Truncating variants in the titin gene are the most common cause of familial dilated cardiomyopathy (DCM), accounting for 25% of the genotype-positive cases. Similar to other genetic diseases triggered by gene loss of function, it has been proposed that destabilizing titin missense mutations can also result in DCM. Indeed, the highly destabilizing C3575S mutation targeting immunoglobulin-like (Ig) 21 domain of cardiac titin has been recently identified as a cause of DCM. However, the effects of the mutation on the structure of the parent domain and whether altered disulfide bond formation contribute to the destabilizing properties of the mutation remain unexplored.
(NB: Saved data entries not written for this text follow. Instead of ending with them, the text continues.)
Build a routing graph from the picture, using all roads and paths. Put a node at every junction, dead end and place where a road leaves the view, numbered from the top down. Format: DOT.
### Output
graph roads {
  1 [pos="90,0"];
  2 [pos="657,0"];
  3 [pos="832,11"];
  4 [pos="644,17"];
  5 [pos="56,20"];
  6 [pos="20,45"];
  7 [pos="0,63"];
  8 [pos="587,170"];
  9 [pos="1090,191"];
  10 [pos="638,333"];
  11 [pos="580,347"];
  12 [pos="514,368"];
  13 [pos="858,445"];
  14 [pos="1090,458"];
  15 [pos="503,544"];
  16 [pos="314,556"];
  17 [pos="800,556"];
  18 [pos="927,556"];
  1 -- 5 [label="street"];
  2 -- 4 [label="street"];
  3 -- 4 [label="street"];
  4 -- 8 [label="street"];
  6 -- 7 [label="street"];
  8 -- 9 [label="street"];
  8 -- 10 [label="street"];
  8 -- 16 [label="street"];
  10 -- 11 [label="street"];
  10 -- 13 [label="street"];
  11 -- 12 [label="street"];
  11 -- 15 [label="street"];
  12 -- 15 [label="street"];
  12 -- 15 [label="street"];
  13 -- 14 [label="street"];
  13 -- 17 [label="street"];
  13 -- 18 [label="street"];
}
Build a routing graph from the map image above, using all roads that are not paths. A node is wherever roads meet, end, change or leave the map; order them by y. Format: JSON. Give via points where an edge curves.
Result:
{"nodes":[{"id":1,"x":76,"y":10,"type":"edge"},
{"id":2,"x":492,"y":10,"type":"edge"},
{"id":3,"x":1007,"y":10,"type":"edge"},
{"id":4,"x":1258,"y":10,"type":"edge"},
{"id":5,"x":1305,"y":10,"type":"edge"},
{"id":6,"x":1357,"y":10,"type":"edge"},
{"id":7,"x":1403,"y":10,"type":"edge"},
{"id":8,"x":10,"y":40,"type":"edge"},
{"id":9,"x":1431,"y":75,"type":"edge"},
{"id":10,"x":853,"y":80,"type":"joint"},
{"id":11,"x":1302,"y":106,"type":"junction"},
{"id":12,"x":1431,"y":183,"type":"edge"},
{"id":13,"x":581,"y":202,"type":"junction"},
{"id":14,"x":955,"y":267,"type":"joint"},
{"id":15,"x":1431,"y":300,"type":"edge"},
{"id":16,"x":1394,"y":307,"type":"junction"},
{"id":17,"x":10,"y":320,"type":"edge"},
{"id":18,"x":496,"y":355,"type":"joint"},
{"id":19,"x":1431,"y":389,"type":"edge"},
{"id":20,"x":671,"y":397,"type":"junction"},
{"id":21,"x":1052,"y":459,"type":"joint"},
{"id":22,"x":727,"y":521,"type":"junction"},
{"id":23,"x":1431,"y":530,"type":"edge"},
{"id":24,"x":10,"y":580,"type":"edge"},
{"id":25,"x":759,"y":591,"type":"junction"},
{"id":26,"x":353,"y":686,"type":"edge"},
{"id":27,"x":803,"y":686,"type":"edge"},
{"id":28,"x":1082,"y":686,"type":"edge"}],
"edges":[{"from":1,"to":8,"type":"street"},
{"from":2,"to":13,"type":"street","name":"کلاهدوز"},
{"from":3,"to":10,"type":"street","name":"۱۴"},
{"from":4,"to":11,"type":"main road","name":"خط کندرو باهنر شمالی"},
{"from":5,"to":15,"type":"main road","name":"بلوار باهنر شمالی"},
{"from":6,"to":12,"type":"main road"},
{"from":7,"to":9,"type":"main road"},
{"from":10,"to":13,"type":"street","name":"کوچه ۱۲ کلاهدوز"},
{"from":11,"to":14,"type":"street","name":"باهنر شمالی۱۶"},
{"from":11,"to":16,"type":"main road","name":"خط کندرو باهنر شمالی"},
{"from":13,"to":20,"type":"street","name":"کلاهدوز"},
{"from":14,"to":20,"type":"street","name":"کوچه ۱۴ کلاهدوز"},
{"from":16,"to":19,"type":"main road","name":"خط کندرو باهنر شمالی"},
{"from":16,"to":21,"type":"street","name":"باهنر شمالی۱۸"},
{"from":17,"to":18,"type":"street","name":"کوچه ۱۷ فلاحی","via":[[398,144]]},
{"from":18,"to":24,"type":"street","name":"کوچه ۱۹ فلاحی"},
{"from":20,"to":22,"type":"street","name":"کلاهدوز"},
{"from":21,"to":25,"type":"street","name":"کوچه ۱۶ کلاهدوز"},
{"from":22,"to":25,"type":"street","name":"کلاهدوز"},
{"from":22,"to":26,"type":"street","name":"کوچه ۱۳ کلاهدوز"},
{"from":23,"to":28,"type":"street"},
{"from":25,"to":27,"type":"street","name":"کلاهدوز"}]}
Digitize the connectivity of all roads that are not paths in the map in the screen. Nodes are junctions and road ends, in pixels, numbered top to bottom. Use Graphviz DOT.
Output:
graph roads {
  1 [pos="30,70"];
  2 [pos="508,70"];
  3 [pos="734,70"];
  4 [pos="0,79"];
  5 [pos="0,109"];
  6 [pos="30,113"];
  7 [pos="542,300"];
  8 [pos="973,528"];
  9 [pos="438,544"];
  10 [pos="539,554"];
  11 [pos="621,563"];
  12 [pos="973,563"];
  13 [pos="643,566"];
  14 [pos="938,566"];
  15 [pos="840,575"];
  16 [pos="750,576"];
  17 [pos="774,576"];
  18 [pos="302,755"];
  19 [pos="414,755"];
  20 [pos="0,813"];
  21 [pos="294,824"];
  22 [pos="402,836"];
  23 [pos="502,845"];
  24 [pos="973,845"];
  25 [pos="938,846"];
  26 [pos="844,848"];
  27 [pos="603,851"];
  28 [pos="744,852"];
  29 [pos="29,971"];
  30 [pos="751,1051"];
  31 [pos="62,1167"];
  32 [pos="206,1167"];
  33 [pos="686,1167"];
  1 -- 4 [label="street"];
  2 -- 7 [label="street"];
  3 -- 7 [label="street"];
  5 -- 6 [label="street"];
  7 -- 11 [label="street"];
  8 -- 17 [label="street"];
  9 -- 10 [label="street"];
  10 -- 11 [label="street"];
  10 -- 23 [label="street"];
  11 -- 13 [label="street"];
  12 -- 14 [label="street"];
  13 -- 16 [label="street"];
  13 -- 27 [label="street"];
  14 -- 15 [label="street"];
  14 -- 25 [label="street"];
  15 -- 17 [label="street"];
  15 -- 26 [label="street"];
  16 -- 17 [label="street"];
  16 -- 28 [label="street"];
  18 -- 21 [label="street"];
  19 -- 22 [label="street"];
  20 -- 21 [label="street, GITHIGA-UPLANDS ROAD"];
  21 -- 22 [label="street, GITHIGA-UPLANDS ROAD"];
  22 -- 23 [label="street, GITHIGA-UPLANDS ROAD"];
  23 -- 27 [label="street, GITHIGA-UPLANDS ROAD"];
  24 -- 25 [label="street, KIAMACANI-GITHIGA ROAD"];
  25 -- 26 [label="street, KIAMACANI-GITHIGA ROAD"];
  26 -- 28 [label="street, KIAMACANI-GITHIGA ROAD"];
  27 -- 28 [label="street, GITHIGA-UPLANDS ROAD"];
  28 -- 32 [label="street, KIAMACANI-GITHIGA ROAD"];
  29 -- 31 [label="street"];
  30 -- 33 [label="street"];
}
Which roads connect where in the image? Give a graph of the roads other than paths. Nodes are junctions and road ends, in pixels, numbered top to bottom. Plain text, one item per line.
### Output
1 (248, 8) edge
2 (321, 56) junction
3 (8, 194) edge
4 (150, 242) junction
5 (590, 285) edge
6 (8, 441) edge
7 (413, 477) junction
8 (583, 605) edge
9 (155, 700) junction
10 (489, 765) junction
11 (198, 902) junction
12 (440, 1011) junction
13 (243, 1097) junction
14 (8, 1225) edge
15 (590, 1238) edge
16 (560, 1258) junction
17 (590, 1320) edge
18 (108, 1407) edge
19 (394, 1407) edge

Here, using high-resolution X-ray crystallography, we report that the structure of the C3575S mutant domain is largely unperturbed (RMSD: 0.538 Å). In addition, using gel-shift assays, we have ruled out that the lower thermal stability of the mutant domain results from its inability to establish intramolecular disulfide bonds. Instead, we propose that the lower hydrophobicity of serine is not well accommodated in the core of mutant domains, causing their destabilization. Finally, we have observed that similar missense mutations, which cause a decrease in hydrophobicity in buried positions of titin Ig domains, are enriched in DCM patients. Altogether, our results illustrate that subtle physicochemical changes induced by titin missense mutations can cause domain destabilization, even in the absence of remarkable structural alterations, resulting in development of DCM.